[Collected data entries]
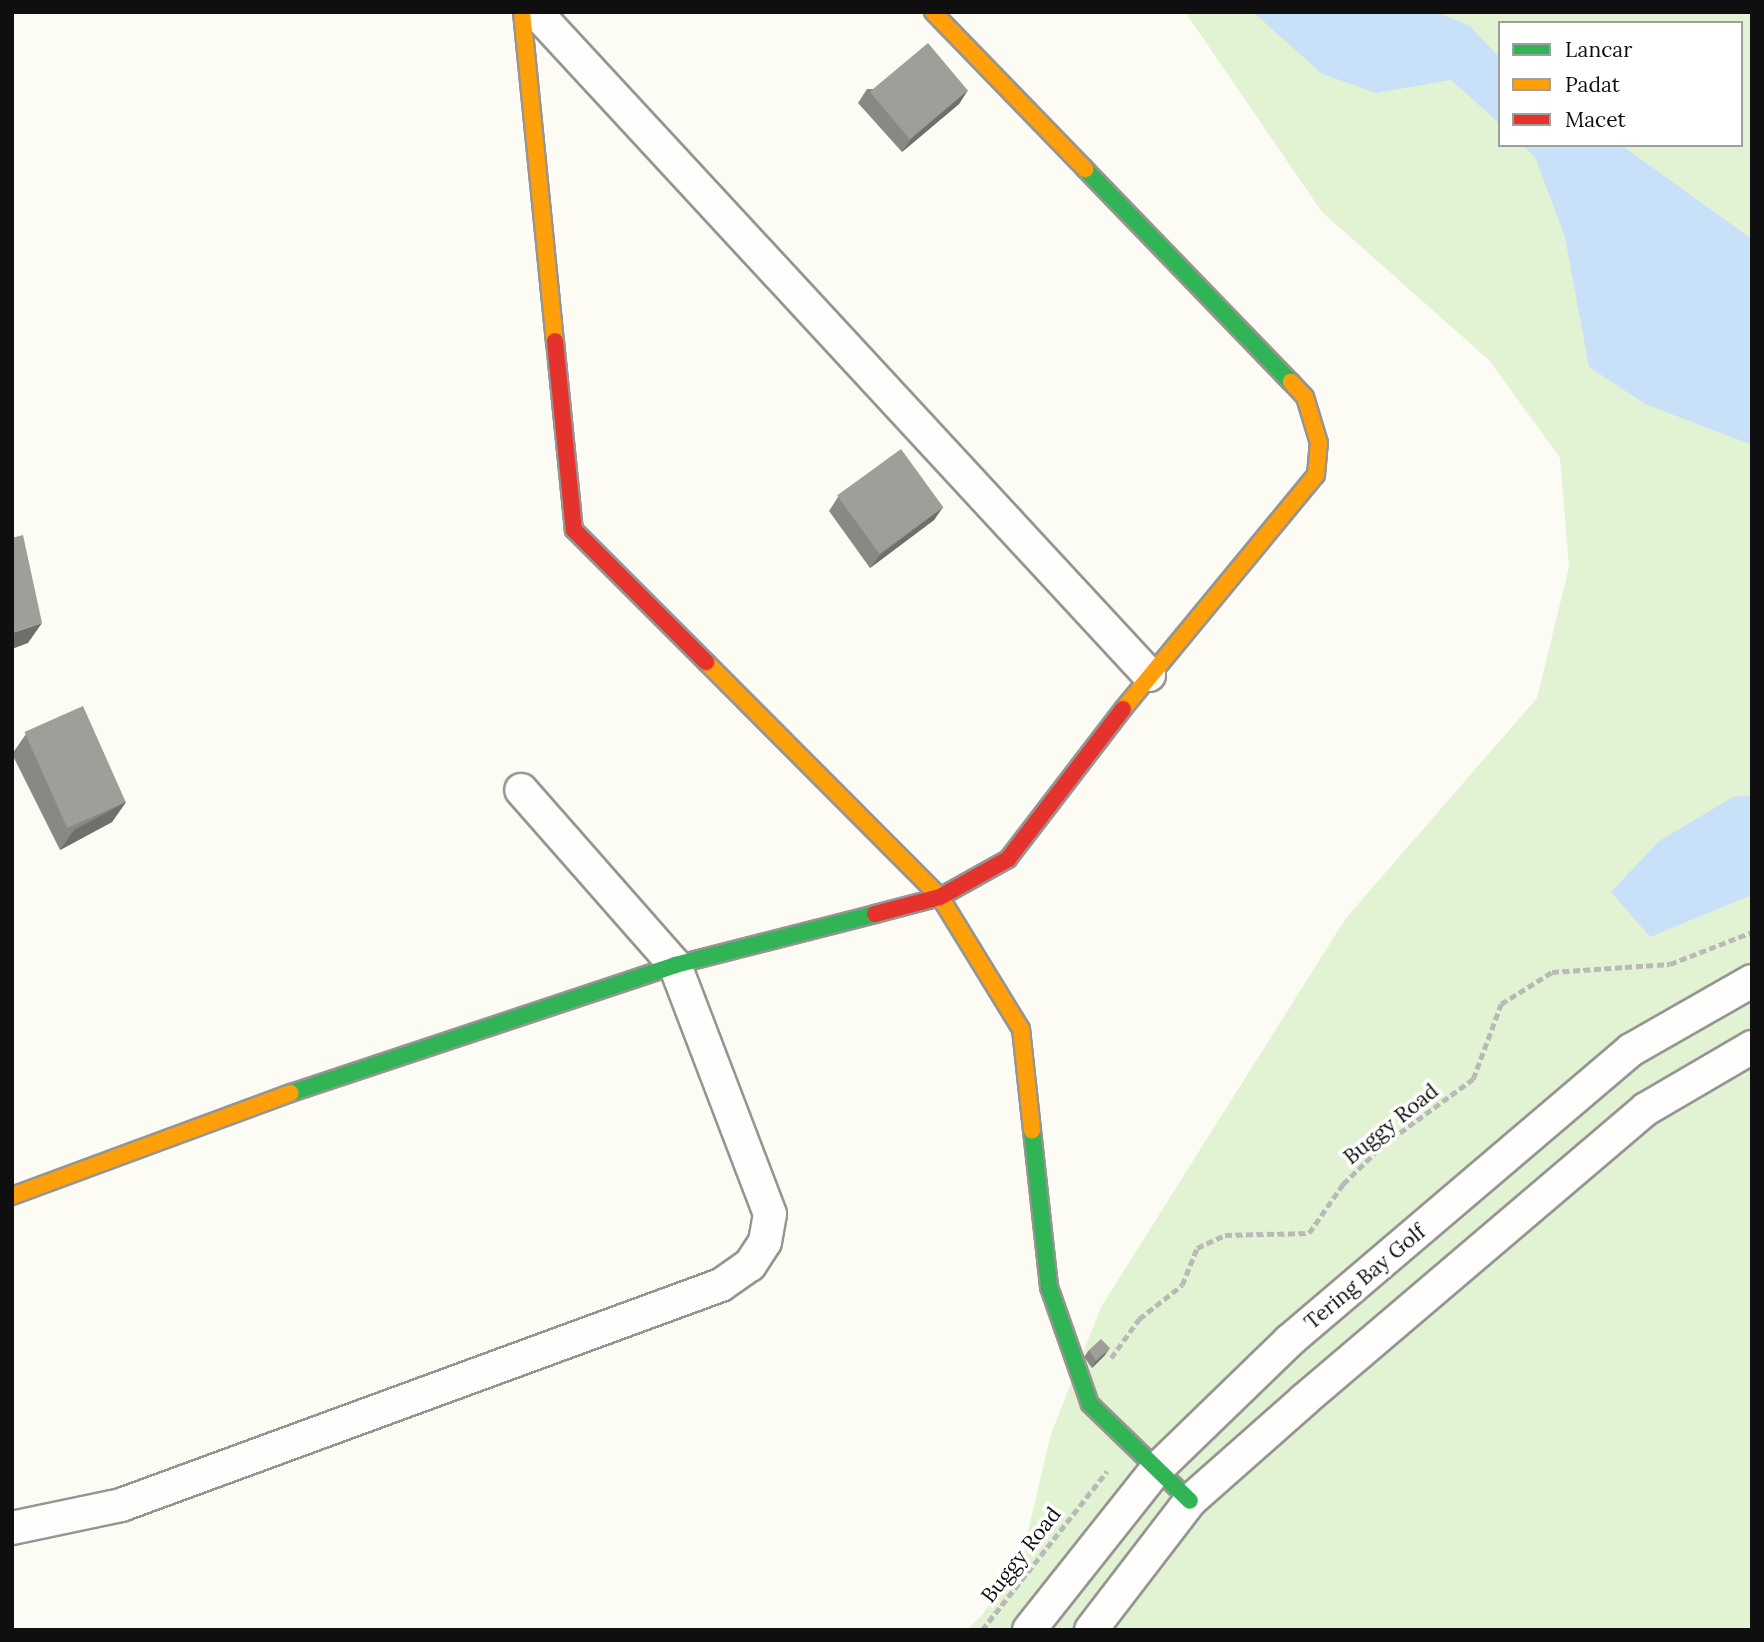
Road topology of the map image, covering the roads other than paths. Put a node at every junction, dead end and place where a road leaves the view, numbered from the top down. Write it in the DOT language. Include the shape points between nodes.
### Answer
graph roads {
  1 [pos="522,12"];
  2 [pos="537,12"];
  3 [pos="933,12"];
  4 [pos="1149,675"];
  5 [pos="520,790"];
  6 [pos="940,897"];
  7 [pos="675,965"];
  8 [pos="1752,981"];
  9 [pos="1752,1047"];
  10 [pos="12,1196"];
  11 [pos="1155,1471"];
  12 [pos="1190,1501"];
  13 [pos="12,1528"];
  14 [pos="1029,1630"];
  15 [pos="1091,1630"];
  1 -- 6 [label="street" via="574,530"];
  2 -- 4 [label="street"];
  3 -- 4 [label="street" via="1305,397 1319,443 1316,475 1309,488"];
  4 -- 6 [label="street" via="1008,859"];
  5 -- 7 [label="street"];
  6 -- 7 [label="street"];
  6 -- 11 [label="street" via="1021,1029 1049,1287 1090,1404"];
  7 -- 10 [label="street" via="396,1055"];
  7 -- 13 [label="street" via="770,1214 765,1242 750,1265 721,1285 121,1505"];
  8 -- 11 [label="street, Tering Bay Golf" via="1631,1050 1289,1341"];
  9 -- 12 [label="street" via="1646,1109"];
  11 -- 12 [label="street"];
  11 -- 14 [label="street, Tering Bay Golf"];
  12 -- 15 [label="street"];
}
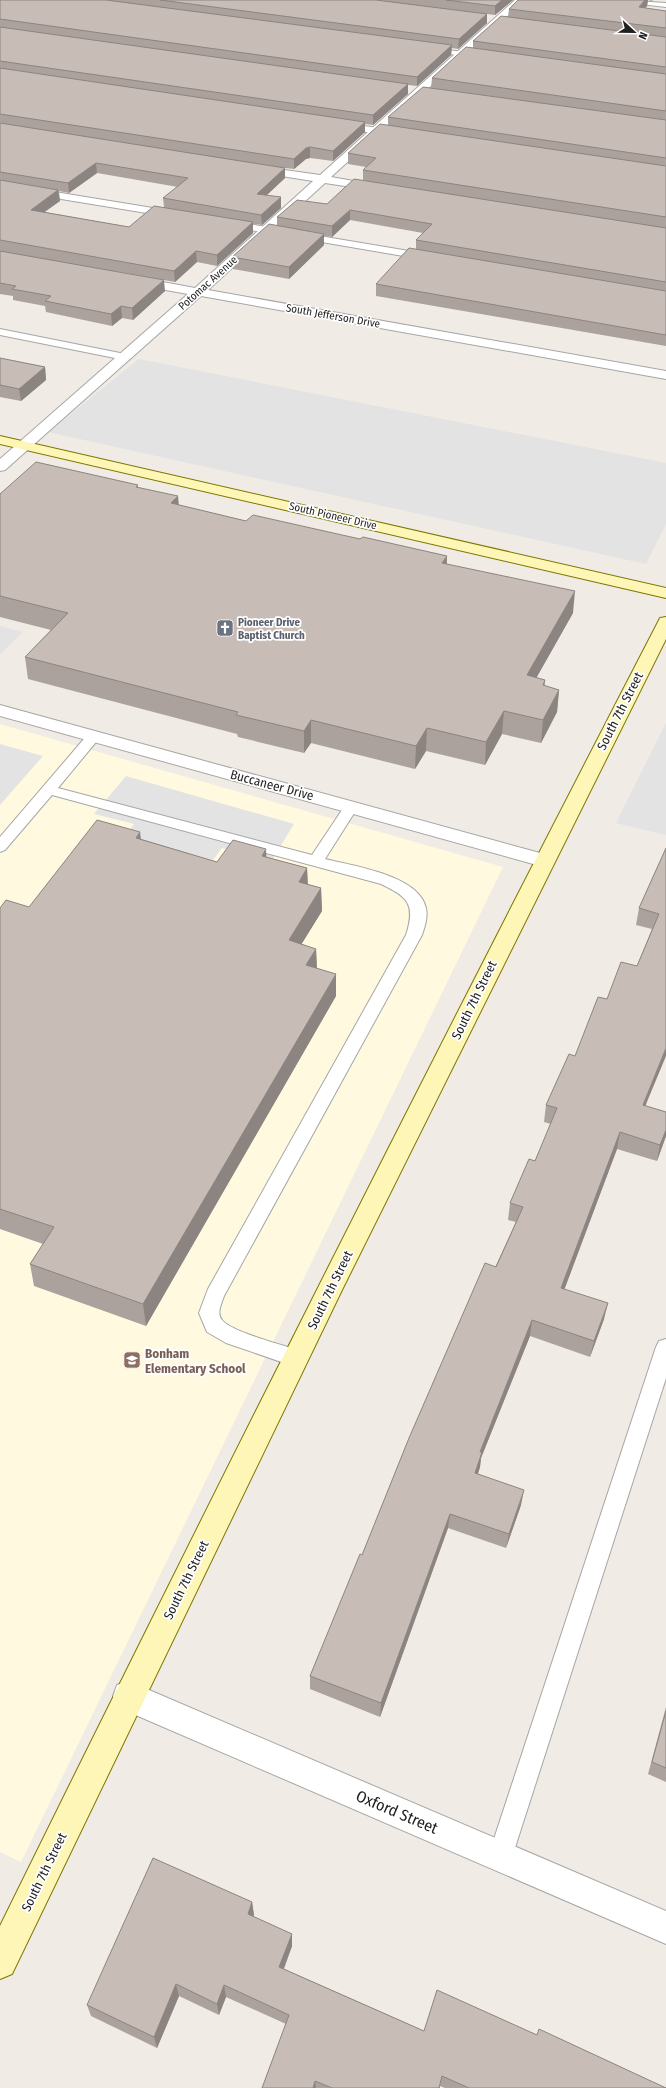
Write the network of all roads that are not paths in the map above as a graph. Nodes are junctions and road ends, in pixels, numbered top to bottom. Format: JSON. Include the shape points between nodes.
{"nodes":[{"id":1,"x":520,"y":0,"type":"edge"},
{"id":2,"x":623,"y":0,"type":"edge"},
{"id":3,"x":666,"y":5,"type":"edge"},
{"id":4,"x":481,"y":18,"type":"edge"},
{"id":5,"x":497,"y":20,"type":"junction"},
{"id":6,"x":512,"y":22,"type":"edge"},
{"id":7,"x":421,"y":48,"type":"edge"},
{"id":8,"x":461,"y":54,"type":"junction"},
{"id":9,"x":484,"y":57,"type":"edge"},
{"id":10,"x":404,"y":89,"type":"edge"},
{"id":11,"x":420,"y":92,"type":"junction"},
{"id":12,"x":435,"y":94,"type":"edge"},
{"id":13,"x":336,"y":125,"type":"edge"},
{"id":14,"x":376,"y":131,"type":"junction"},
{"id":15,"x":399,"y":134,"type":"edge"},
{"id":16,"x":243,"y":167,"type":"edge"},
{"id":17,"x":322,"y":179,"type":"junction"},
{"id":18,"x":0,"y":186,"type":"edge"},
{"id":19,"x":392,"y":190,"type":"edge"},
{"id":20,"x":180,"y":216,"type":"edge"},
{"id":21,"x":219,"y":222,"type":"edge"},
{"id":22,"x":266,"y":230,"type":"junction"},
{"id":23,"x":438,"y":259,"type":"edge"},
{"id":24,"x":122,"y":278,"type":"edge"},
{"id":25,"x":198,"y":292,"type":"junction"},
{"id":26,"x":0,"y":332,"type":"edge"},
{"id":27,"x":125,"y":357,"type":"junction"},
{"id":28,"x":666,"y":376,"type":"edge"},
{"id":29,"x":0,"y":440,"type":"edge"},
{"id":30,"x":24,"y":445,"type":"junction"},
{"id":31,"x":0,"y":467,"type":"edge"},
{"id":32,"x":666,"y":593,"type":"edge"},
{"id":33,"x":666,"y":622,"type":"edge"},
{"id":34,"x":0,"y":710,"type":"edge"},
{"id":35,"x":94,"y":736,"type":"junction"},
{"id":36,"x":48,"y":790,"type":"junction"},
{"id":37,"x":351,"y":807,"type":"junction"},
{"id":38,"x":0,"y":847,"type":"edge"},
{"id":39,"x":316,"y":861,"type":"junction"},
{"id":40,"x":544,"y":861,"type":"junction"},
{"id":41,"x":666,"y":1347,"type":"edge"},
{"id":42,"x":296,"y":1358,"type":"junction"},
{"id":43,"x":128,"y":1696,"type":"junction"},
{"id":44,"x":500,"y":1856,"type":"junction"},
{"id":45,"x":666,"y":1928,"type":"edge"},
{"id":46,"x":0,"y":1962,"type":"edge"}],
"edges":[{"from":1,"to":5,"type":"street","name":"Potomac Avenue"},
{"from":2,"to":3,"type":"lane"},
{"from":4,"to":5,"type":"street"},
{"from":5,"to":6,"type":"street"},
{"from":5,"to":8,"type":"street","name":"Potomac Avenue"},
{"from":7,"to":8,"type":"lane"},
{"from":8,"to":9,"type":"lane"},
{"from":8,"to":11,"type":"street","name":"Potomac Avenue"},
{"from":10,"to":11,"type":"street"},
{"from":11,"to":12,"type":"street"},
{"from":11,"to":14,"type":"street","name":"Potomac Avenue"},
{"from":13,"to":14,"type":"lane"},
{"from":14,"to":15,"type":"lane"},
{"from":14,"to":17,"type":"street","name":"Potomac Avenue"},
{"from":16,"to":17,"type":"street"},
{"from":17,"to":19,"type":"street"},
{"from":17,"to":22,"type":"street","name":"Potomac Avenue"},
{"from":18,"to":20,"type":"lane"},
{"from":21,"to":22,"type":"lane"},
{"from":22,"to":23,"type":"lane"},
{"from":22,"to":25,"type":"street","name":"Potomac Avenue"},
{"from":24,"to":25,"type":"street","name":"South Jefferson Drive"},
{"from":25,"to":27,"type":"street","name":"Potomac Avenue"},
{"from":25,"to":28,"type":"street","name":"South Jefferson Drive"},
{"from":26,"to":27,"type":"lane"},
{"from":27,"to":30,"type":"street","name":"Potomac Avenue"},
{"from":29,"to":30,"type":"main road","name":"South Pioneer Drive"},
{"from":30,"to":31,"type":"street","name":"Potomac Avenue"},
{"from":30,"to":32,"type":"main road","name":"South Pioneer Drive"},
{"from":33,"to":40,"type":"main road","name":"South 7th Street"},
{"from":34,"to":35,"type":"street","name":"Buccaneer Drive"},
{"from":35,"to":36,"type":"lane"},
{"from":35,"to":37,"type":"street","name":"Buccaneer Drive"},
{"from":36,"to":38,"type":"lane"},
{"from":36,"to":39,"type":"lane"},
{"from":37,"to":39,"type":"lane"},
{"from":37,"to":40,"type":"street","name":"Buccaneer Drive"},
{"from":39,"to":42,"type":"lane","via":[[386,880],[404,888],[417,903],[420,919],[414,935],[215,1294],[209,1313],[214,1326],[233,1337]]},
{"from":40,"to":42,"type":"main road","name":"South 7th Street"},
{"from":41,"to":44,"type":"lane"},
{"from":42,"to":43,"type":"main road","name":"South 7th Street"},
{"from":43,"to":44,"type":"street","name":"Oxford Street"},
{"from":43,"to":46,"type":"main road","name":"South 7th Street"},
{"from":44,"to":45,"type":"street","name":"Oxford Street"}]}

Brief: Check each line in the data for the word "Pioneer", then report only how many lines contain it.

Answer for this exercise: 2